For home services, real estate, health-adjacent services, financial services, childcare, or other regulated categories, this may include checking licenses, insurance information, professional credentials, years in business, service area, and other category-specific details.
For restaurants, retail, and local experiences, the verification process looks different. We may confirm location, hours, ownership information, current offerings, and whether the business is actively operating.
This step is about protecting readers from stale, incomplete, or misleading information.
5. Editorial review
After gathering recommendations, research, reviews, and verification, we make an editorial decision.
Not every business we look at will be included.
A business may be left out because we do not have enough information yet, because there are unresolved concerns, because it is not a strong fit for the guide, or simply because we want to spend more time learning about it before recommending it.
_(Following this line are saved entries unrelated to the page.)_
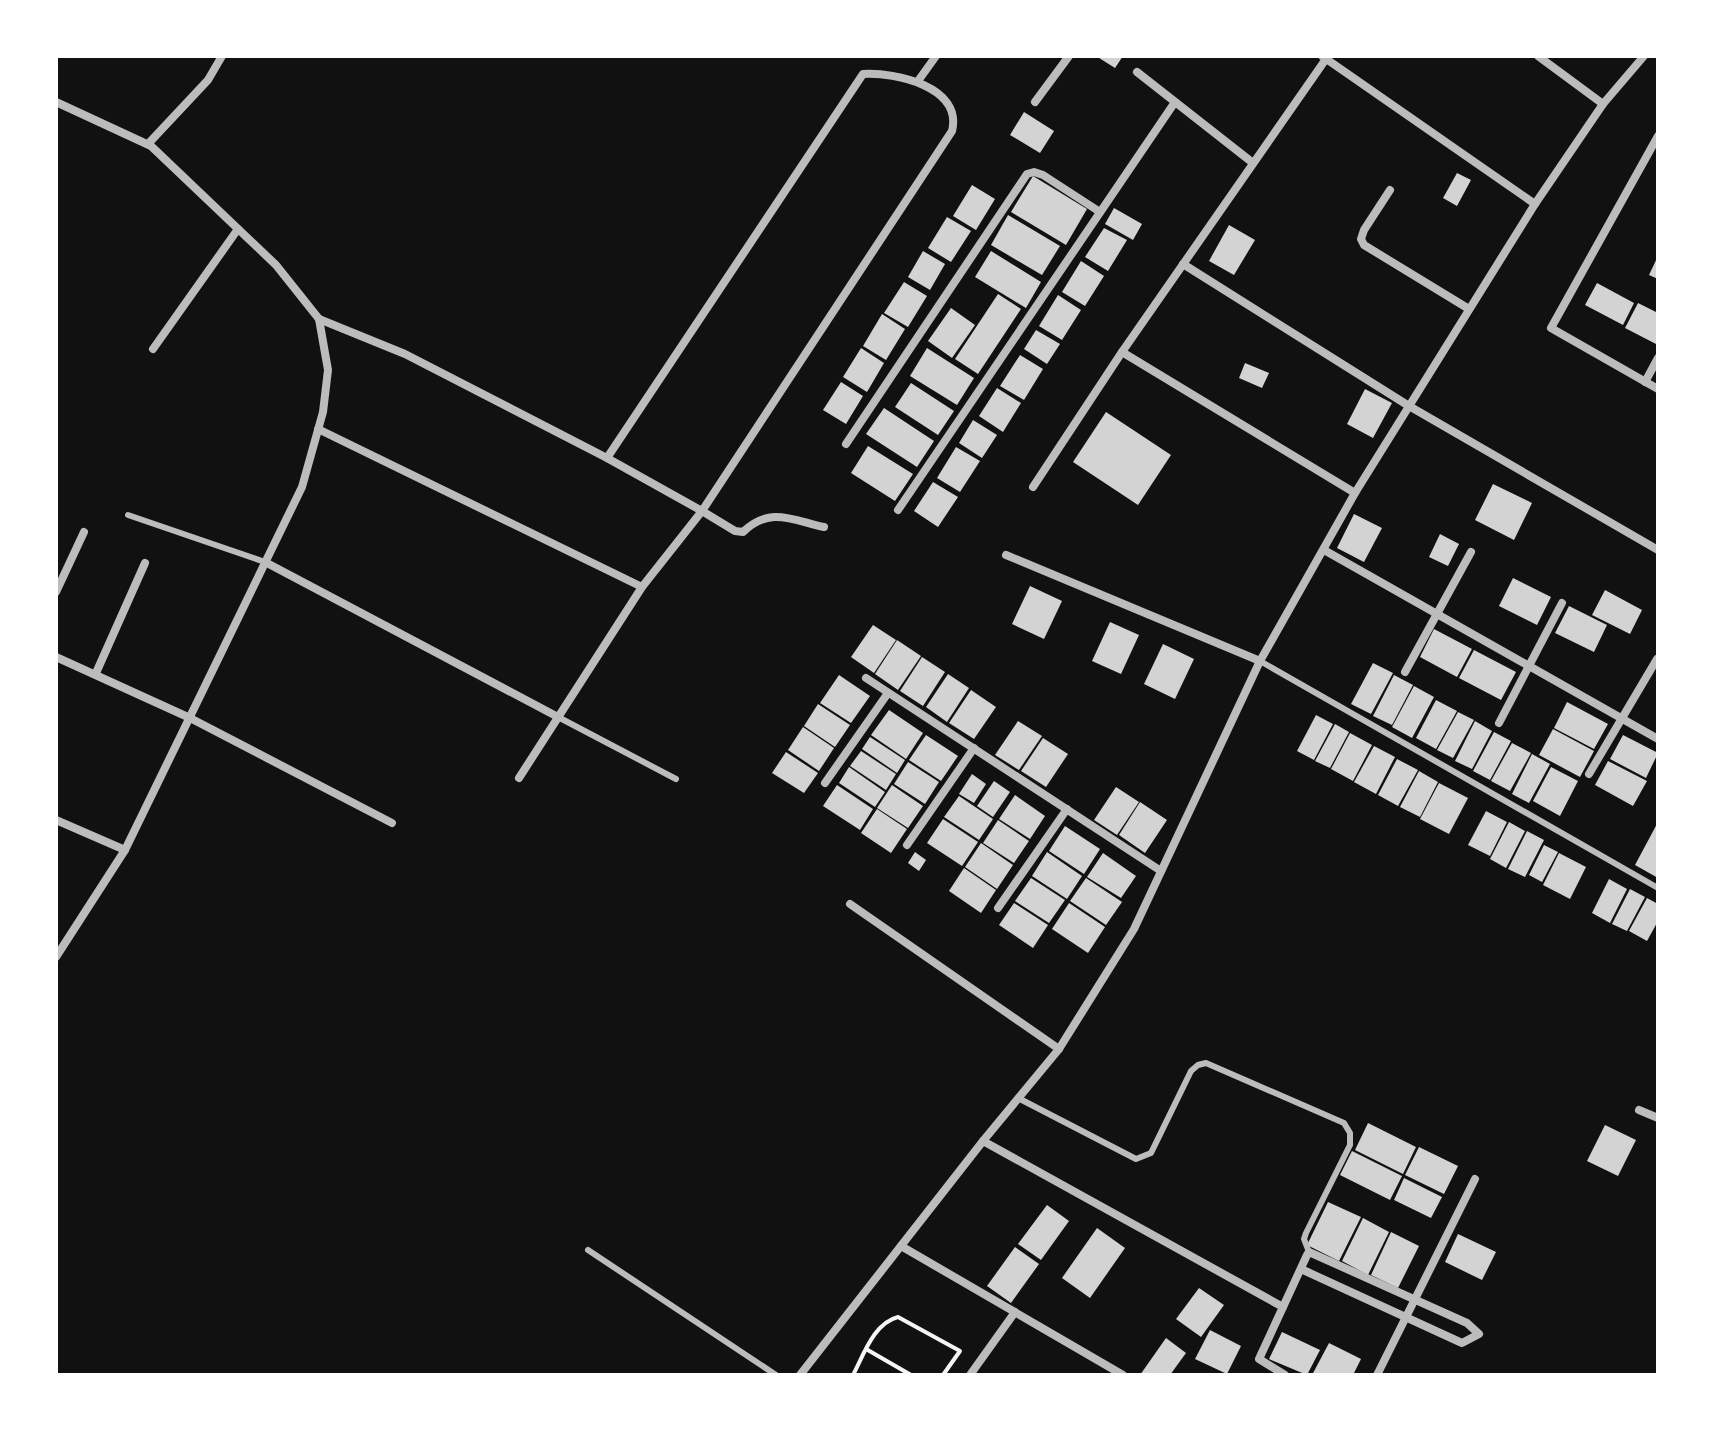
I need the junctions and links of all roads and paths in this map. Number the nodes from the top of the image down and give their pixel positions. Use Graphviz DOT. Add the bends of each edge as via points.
graph roads {
  1 [pos="222,56"];
  2 [pos="936,56"];
  3 [pos="1069,56"];
  4 [pos="1538,56"];
  5 [pos="1644,56"];
  6 [pos="1325,57"];
  7 [pos="1137,72"];
  8 [pos="918,81"];
  9 [pos="56,102"];
  10 [pos="1035,102"];
  11 [pos="1175,102"];
  12 [pos="1603,104"];
  13 [pos="1658,136"];
  14 [pos="148,144"];
  15 [pos="1253,163"];
  16 [pos="1390,190"];
  17 [pos="1535,204"];
  18 [pos="1100,212"];
  19 [pos="238,229"];
  20 [pos="1183,264"];
  21 [pos="1469,309"];
  22 [pos="319,319"];
  23 [pos="153,349"];
  24 [pos="1122,352"];
  25 [pos="1658,358"];
  26 [pos="1645,382"];
  27 [pos="1658,389"];
  28 [pos="1409,406"];
  29 [pos="318,429"];
  30 [pos="846,444"];
  31 [pos="607,458"];
  32 [pos="1033,487"];
  33 [pos="1355,493"];
  34 [pos="898,510"];
  35 [pos="702,511"];
  36 [pos="128,515"];
  37 [pos="824,527"];
  38 [pos="84,532"];
  39 [pos="1324,550"];
  40 [pos="1658,550"];
  41 [pos="1471,552"];
  42 [pos="1006,555"];
  43 [pos="265,562"];
  44 [pos="145,563"];
  45 [pos="642,587"];
  46 [pos="56,592"];
  47 [pos="1562,603"];
  48 [pos="1437,614"];
  49 [pos="56,657"];
  50 [pos="1657,659"];
  51 [pos="1260,661"];
  52 [pos="1530,666"];
  53 [pos="1405,672"];
  54 [pos="96,673"];
  55 [pos="866,678"];
  56 [pos="888,693"];
  57 [pos="558,717"];
  58 [pos="190,718"];
  59 [pos="1622,718"];
  60 [pos="1499,723"];
  61 [pos="1658,739"];
  62 [pos="974,748"];
  63 [pos="1589,774"];
  64 [pos="519,778"];
  65 [pos="676,779"];
  66 [pos="825,783"];
  67 [pos="1067,809"];
  68 [pos="56,820"];
  69 [pos="392,823"];
  70 [pos="907,845"];
  71 [pos="125,850"];
  72 [pos="1161,871"];
  73 [pos="1658,888"];
  74 [pos="850,904"];
  75 [pos="998,908"];
  76 [pos="56,957"];
  77 [pos="1059,1049"];
  78 [pos="1018,1098"];
  79 [pos="1639,1110"];
  80 [pos="1658,1118"];
  81 [pos="983,1141"];
  82 [pos="1475,1179"];
  83 [pos="901,1246"];
  84 [pos="588,1250"];
  85 [pos="1309,1252"];
  86 [pos="1301,1269"];
  87 [pos="1416,1300"];
  88 [pos="1283,1307"];
  89 [pos="1015,1312"];
  90 [pos="1407,1319"];
  91 [pos="866,1349"];
  92 [pos="1108,1367"];
  93 [pos="776,1375"];
  94 [pos="800,1375"];
  95 [pos="853,1375"];
  96 [pos="911,1375"];
  97 [pos="943,1375"];
  98 [pos="970,1375"];
  99 [pos="1102,1375"];
  100 [pos="1123,1375"];
  101 [pos="1285,1375"];
  102 [pos="1377,1375"];
  1 -- 14 [label="street" via="208,80"];
  2 -- 8 [label="street"];
  3 -- 10 [label="street"];
  4 -- 12 [label="street"];
  5 -- 12 [label="street"];
  6 -- 15 [label="street"];
  6 -- 17 [label="street"];
  7 -- 11 [label="street"];
  8 -- 31 [label="street" via="863,74"];
  8 -- 35 [label="street" via="953,108 952,131"];
  9 -- 14 [label="street"];
  11 -- 15 [label="street"];
  11 -- 18 [label="street"];
  12 -- 17 [label="street"];
  13 -- 26 [label="street" via="1551,328"];
  14 -- 19 [label="street"];
  15 -- 20 [label="street"];
  16 -- 21 [label="street" via="1364,230 1364,245"];
  17 -- 21 [label="street"];
  18 -- 30 [label="street" via="1043,175 1027,174"];
  18 -- 34 [label="street"];
  19 -- 22 [label="street" via="276,265"];
  19 -- 23 [label="street"];
  20 -- 24 [label="street"];
  20 -- 28 [label="street"];
  21 -- 28 [label="street"];
  22 -- 29 [label="street" via="328,370"];
  22 -- 31 [label="street" via="405,354"];
  24 -- 32 [label="street"];
  24 -- 33 [label="street"];
  25 -- 26 [label="street"];
  26 -- 27 [label="street"];
  28 -- 33 [label="street"];
  28 -- 40 [label="street"];
  29 -- 43 [label="street" via="302,487"];
  29 -- 45 [label="street"];
  31 -- 35 [label="street"];
  33 -- 39 [label="street"];
  35 -- 37 [label="street" via="735,531 743,532 772,515"];
  35 -- 45 [label="street"];
  36 -- 43 [label="lane"];
  38 -- 46 [label="street"];
  39 -- 48 [label="street"];
  39 -- 51 [label="street"];
  41 -- 48 [label="street"];
  42 -- 51 [label="street"];
  43 -- 57 [label="street"];
  43 -- 58 [label="street"];
  44 -- 54 [label="street"];
  45 -- 57 [label="street"];
  47 -- 52 [label="street"];
  48 -- 52 [label="street"];
  48 -- 53 [label="street"];
  49 -- 54 [label="street"];
  50 -- 59 [label="street"];
  51 -- 72 [label="street"];
  51 -- 73 [label="lane"];
  52 -- 59 [label="street"];
  52 -- 60 [label="street"];
  54 -- 58 [label="street"];
  55 -- 56 [label="street"];
  56 -- 62 [label="street"];
  56 -- 66 [label="street"];
  57 -- 64 [label="street"];
  57 -- 65 [label="lane"];
  58 -- 69 [label="street"];
  58 -- 71 [label="street"];
  59 -- 61 [label="street"];
  59 -- 63 [label="street"];
  62 -- 67 [label="street"];
  62 -- 70 [label="street"];
  67 -- 72 [label="street"];
  67 -- 75 [label="street"];
  68 -- 71 [label="street"];
  71 -- 76 [label="street"];
  72 -- 77 [label="street" via="1134,929"];
  74 -- 77 [label="street"];
  77 -- 78 [label="street"];
  78 -- 81 [label="street"];
  78 -- 85 [label="lane" via="1136,1159 1151,1153 1191,1071 1206,1063 1344,1123 1350,1145 1306,1233"];
  79 -- 80 [label="street"];
  81 -- 83 [label="street"];
  81 -- 88 [label="street"];
  82 -- 87 [label="street"];
  83 -- 89 [label="street"];
  83 -- 94 [label="street"];
  84 -- 93 [label="lane"];
  85 -- 86 [label="street"];
  85 -- 87 [label="street"];
  86 -- 88 [label="street"];
  86 -- 90 [label="street"];
  87 -- 90 [label="street"];
  87 -- 90 [label="street" via="1479,1334 1462,1343"];
  88 -- 101 [label="street" via="1259,1359"];
  89 -- 92 [label="street"];
  89 -- 98 [label="street"];
  90 -- 102 [label="street"];
  91 -- 95 [label="path"];
  91 -- 96 [label="path"];
  91 -- 97 [label="path" via="879,1328 898,1317 960,1351"];
  92 -- 99 [label="street"];
  92 -- 100 [label="street"];
}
When a business is included, we want to be able to explain why. That might be:
- Consistently strong local word of mouth
- A standout product, service, or experience
- Deep roots in the community
- Strong customer service
- Clear expertise in a specific category
- A unique offering people may not know about
- A track record of reliability
The goal is not to make a guide that feels generic. The goal is to make one that feels considered.
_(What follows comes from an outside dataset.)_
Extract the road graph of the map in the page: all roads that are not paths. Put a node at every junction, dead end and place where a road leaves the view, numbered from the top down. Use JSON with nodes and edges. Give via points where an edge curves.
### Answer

6. Publication and updates
Our Best of MoCo guides will be published on the MoCo Newsletter website and updated over time.
Local businesses change. Restaurants open and close. Service quality can improve or decline. New places emerge. Ownership changes. Menus change. Staff changes. Community reputation changes.
So our guides are not meant to be frozen in time.
We’ll continue collecting reader feedback, reviewing suggestions, and making updates when needed.
If a reader has a great experience, we want to hear about it. If a reader has a concerning experience, we want to hear about that too.
What about paid placements or sponsors?
Some businesses may eventually advertise with MoCo Newsletter or sponsor parts of the publication.
When that happens, we will label those relationships clearly.
Paid promotion does not automatically make a business one of our recommended picks. Our Best of MoCo guides are meant to be useful first. If readers cannot trust the recommendations, the guide does not work.
That trust matters more than filling a page with names.
What makes a business a good fit?
We are especially interested in local businesses that are:
- Based in or meaningfully serving Montgomery County
- Well-regarded by real customers or community members
- Consistent in quality and communication
- Clear about what they offer
- Easy for locals to understand, visit, book, or contact
- Worth recommending to a friend, neighbor, or family member
For some categories, the best businesses will be polished and well-known.
For others, they may be smaller, quieter, and easy to miss.
We want to include both.
How readers can help
The best version of this guide will come from the community.
If there is a restaurant you love, a contractor who did excellent work, a real estate agent who truly knows the area, a local shop that deserves more attention, or a small business that made your life easier, we want to know about it.
Tell us what they do well. Tell us why you recommend them. Tell us what kind of person or situation they are best for.
MoCo is full of good places and good people doing good work.
Our job is to help more neighbors find them.